What you are asked to do:
Here is a block of records. Copy every line in it that includes "山の辺の道".

Data for processing:
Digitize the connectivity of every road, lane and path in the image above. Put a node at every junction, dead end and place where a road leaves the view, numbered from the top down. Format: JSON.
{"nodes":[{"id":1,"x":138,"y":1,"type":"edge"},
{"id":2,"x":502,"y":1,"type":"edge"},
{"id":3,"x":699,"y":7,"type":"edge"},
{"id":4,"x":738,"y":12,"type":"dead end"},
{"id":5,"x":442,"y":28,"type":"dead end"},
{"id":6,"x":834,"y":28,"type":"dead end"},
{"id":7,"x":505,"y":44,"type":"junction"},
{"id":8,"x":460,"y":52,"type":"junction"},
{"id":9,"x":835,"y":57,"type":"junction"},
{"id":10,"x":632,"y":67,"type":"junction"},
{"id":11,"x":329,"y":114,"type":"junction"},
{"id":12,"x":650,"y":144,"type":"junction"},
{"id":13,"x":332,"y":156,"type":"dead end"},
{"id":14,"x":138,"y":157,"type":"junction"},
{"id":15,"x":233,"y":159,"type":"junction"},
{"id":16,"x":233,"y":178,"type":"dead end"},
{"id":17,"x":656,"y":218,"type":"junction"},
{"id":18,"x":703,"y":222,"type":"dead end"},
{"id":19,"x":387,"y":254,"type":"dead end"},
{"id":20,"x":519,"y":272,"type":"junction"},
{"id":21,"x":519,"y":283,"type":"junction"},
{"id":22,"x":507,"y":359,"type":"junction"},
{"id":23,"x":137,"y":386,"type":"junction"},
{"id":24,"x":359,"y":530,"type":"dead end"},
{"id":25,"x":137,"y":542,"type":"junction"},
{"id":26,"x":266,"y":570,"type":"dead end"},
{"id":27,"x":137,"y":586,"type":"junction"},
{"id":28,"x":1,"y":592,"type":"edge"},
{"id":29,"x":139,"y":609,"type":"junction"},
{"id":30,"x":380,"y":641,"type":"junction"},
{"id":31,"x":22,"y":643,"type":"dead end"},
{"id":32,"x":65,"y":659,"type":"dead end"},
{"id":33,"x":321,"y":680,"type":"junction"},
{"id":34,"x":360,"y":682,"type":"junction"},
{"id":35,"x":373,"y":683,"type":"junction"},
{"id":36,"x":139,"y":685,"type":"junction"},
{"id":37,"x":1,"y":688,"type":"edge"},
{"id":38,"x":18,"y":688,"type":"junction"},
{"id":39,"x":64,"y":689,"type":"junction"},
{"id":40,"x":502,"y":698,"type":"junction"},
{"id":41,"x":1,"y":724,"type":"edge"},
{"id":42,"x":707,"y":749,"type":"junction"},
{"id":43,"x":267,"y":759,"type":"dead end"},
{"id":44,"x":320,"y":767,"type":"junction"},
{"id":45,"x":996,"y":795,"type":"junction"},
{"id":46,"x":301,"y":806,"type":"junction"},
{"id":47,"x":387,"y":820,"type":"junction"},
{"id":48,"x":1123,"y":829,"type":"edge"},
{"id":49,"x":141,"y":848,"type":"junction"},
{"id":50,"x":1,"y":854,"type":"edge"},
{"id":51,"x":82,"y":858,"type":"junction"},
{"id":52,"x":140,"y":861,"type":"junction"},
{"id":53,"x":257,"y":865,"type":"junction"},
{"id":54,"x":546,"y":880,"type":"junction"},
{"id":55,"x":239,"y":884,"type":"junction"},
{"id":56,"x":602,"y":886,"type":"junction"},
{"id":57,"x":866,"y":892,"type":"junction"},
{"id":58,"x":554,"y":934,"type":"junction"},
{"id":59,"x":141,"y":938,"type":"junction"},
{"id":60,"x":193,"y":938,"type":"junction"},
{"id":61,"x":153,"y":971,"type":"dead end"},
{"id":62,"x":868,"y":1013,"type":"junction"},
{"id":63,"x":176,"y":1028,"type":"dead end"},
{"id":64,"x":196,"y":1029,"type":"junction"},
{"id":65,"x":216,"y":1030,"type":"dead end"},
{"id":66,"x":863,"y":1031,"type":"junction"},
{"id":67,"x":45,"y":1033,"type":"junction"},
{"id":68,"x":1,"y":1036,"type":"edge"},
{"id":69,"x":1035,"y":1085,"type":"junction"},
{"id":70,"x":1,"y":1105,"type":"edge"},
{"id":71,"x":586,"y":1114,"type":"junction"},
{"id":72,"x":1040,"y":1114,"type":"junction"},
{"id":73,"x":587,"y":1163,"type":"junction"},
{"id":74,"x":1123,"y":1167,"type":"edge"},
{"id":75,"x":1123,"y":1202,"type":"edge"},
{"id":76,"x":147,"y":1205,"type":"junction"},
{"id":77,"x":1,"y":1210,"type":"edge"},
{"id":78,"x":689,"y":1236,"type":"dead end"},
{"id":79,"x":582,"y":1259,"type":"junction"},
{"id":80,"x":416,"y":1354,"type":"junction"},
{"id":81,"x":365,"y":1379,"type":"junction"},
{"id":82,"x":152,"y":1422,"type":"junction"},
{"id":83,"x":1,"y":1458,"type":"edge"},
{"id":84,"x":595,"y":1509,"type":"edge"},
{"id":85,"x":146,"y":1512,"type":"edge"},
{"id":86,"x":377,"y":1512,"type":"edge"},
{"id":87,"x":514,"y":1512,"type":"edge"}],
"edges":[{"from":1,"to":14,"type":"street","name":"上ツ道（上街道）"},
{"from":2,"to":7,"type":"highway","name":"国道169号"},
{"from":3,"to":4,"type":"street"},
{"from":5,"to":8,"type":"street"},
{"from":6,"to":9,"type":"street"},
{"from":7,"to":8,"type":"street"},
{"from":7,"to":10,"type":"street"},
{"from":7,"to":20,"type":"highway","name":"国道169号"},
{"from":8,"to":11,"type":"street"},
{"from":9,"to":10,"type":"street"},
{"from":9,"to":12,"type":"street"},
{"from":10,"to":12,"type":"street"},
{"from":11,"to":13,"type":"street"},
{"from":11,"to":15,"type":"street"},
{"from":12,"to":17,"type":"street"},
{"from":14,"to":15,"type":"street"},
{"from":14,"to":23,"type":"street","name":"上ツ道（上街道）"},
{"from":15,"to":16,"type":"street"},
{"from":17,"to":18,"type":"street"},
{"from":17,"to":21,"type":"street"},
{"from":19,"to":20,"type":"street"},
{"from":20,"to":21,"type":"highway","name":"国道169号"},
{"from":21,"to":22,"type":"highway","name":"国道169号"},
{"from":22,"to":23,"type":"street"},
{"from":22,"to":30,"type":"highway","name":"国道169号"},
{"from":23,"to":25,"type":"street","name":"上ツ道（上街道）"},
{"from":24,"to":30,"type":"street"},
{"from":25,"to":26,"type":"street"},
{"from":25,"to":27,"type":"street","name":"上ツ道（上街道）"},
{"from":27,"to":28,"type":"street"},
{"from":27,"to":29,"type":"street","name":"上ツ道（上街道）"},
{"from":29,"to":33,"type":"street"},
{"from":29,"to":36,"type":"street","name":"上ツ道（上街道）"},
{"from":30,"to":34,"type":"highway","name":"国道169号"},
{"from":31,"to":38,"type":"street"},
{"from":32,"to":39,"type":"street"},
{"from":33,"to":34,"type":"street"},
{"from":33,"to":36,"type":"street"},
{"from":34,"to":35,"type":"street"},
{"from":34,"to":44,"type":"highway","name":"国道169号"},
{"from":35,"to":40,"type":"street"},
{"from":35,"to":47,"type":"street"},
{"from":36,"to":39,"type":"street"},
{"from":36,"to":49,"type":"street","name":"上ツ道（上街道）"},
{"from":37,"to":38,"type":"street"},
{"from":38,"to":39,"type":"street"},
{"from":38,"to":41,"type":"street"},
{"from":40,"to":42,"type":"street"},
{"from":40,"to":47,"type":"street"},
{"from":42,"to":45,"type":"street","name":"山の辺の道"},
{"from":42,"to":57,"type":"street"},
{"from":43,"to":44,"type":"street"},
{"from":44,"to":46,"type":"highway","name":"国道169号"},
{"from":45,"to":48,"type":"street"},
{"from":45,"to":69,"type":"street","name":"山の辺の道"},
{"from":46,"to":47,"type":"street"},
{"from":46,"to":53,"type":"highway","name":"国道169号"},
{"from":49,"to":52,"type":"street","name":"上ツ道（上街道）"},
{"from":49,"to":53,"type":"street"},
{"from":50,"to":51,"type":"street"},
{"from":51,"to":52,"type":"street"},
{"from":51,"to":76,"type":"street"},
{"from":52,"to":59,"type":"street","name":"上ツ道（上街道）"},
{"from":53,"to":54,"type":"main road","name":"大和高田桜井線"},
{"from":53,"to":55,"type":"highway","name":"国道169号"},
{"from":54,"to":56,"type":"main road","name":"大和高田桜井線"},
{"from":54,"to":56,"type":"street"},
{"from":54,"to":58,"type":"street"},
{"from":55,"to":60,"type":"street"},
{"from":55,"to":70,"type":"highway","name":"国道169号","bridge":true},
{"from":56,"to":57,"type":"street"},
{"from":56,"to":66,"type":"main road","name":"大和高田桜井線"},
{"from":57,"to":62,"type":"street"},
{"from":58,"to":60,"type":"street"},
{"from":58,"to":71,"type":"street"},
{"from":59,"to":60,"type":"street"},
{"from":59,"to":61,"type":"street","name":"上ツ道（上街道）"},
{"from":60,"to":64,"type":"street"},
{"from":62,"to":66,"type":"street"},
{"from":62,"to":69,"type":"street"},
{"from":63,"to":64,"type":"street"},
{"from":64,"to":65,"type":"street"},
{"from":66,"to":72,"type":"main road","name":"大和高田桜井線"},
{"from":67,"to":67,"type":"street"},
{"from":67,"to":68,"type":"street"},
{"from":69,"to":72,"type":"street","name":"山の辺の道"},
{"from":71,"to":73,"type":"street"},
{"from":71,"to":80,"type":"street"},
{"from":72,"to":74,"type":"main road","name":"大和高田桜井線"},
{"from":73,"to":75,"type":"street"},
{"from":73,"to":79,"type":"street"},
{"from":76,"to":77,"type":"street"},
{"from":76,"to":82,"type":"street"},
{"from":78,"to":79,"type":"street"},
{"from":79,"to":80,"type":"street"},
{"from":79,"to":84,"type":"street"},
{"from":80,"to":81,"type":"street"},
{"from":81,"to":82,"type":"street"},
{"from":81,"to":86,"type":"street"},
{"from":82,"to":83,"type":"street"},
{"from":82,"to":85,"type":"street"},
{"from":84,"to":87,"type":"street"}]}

Answer to the problem:
{"from":42,"to":45,"type":"street","name":"山の辺の道"},
{"from":45,"to":69,"type":"street","name":"山の辺の道"},
{"from":69,"to":72,"type":"street","name":"山の辺の道"},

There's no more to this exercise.